* Directions for this task
Please give back word for word the lines of the material below between the line containing "middle pip: (688, 755)" and the line containing "thumb cmc: (1142, 923)", inclusive.
::: The data :::
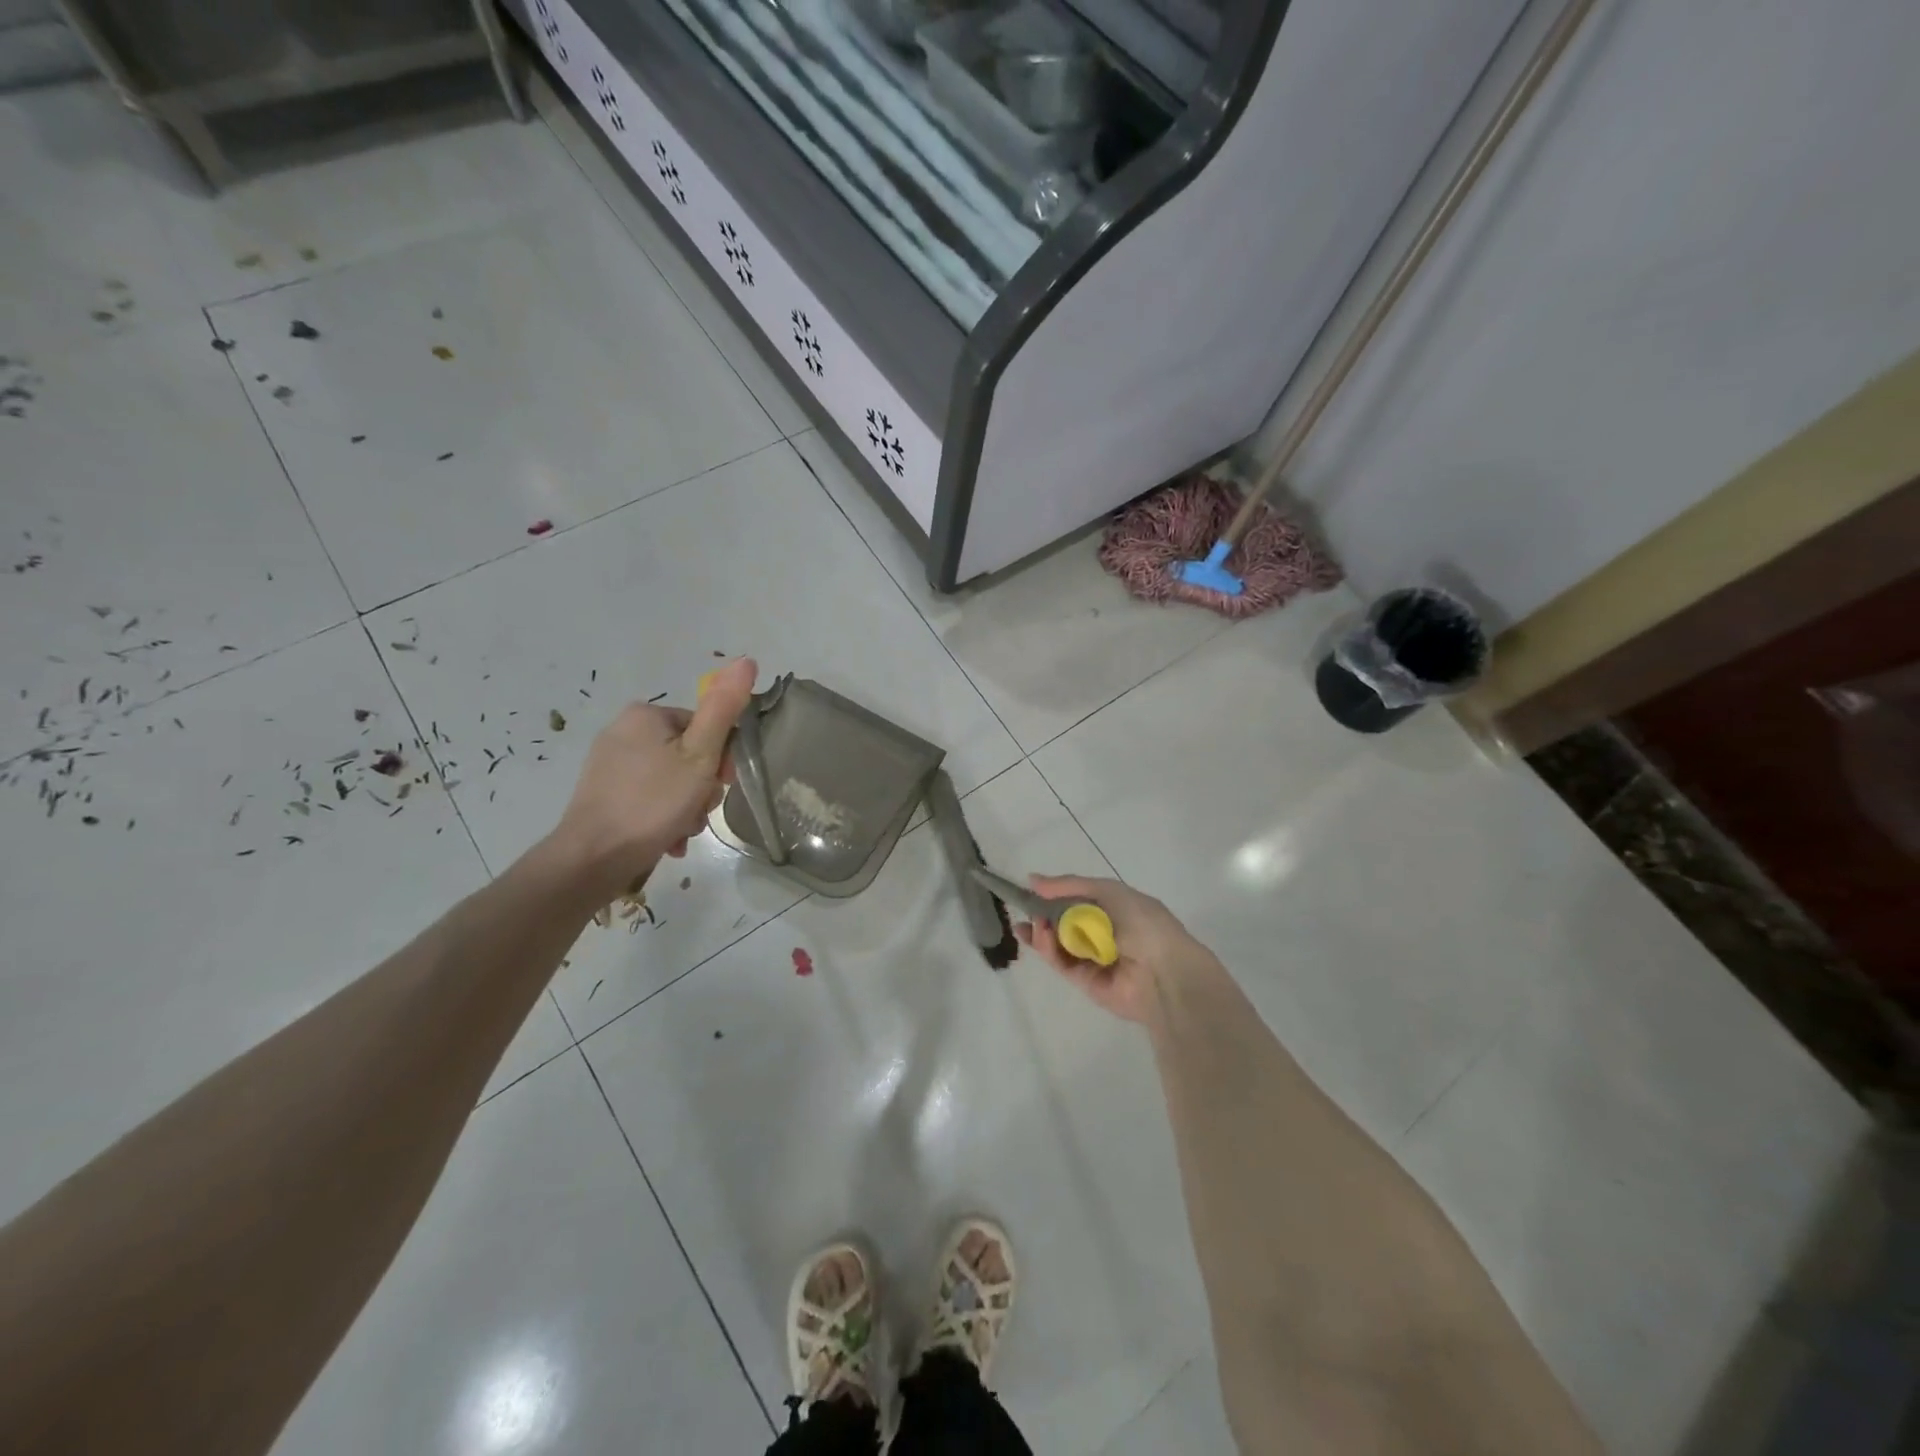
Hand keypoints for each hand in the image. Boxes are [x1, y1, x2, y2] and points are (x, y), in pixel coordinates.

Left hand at [548, 658, 757, 900]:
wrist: (593, 858)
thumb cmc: (653, 802)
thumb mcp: (700, 755)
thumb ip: (724, 709)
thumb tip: (747, 660)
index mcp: (646, 714)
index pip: (705, 728)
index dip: (721, 760)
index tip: (719, 786)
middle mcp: (623, 730)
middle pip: (688, 755)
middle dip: (700, 789)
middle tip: (697, 812)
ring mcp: (609, 763)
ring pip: (670, 780)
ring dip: (685, 807)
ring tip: (681, 831)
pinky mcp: (602, 793)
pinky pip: (648, 798)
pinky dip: (663, 817)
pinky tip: (666, 839)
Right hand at [1014, 875, 1214, 1023]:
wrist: (1164, 973)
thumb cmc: (1142, 923)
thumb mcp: (1108, 891)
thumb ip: (1070, 885)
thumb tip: (1033, 879)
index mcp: (1117, 909)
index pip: (1080, 899)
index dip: (1055, 894)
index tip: (1032, 889)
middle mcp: (1105, 934)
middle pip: (1065, 922)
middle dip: (1043, 914)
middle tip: (1025, 908)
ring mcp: (1094, 959)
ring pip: (1059, 943)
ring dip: (1043, 931)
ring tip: (1033, 923)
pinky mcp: (1085, 982)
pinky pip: (1061, 963)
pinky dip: (1048, 949)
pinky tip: (1041, 935)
:::
* Task response
middle pip: (688, 755)
middle dip: (700, 789)
middle tip: (697, 812)
ring mcp: (609, 763)
ring pip: (670, 780)
ring dip: (685, 807)
ring tip: (681, 831)
pinky mcp: (602, 793)
pinky pip: (648, 798)
pinky dip: (663, 817)
pinky tip: (666, 839)
Right hand at [1014, 875, 1214, 1023]:
wrist: (1164, 973)
thumb cmc: (1142, 923)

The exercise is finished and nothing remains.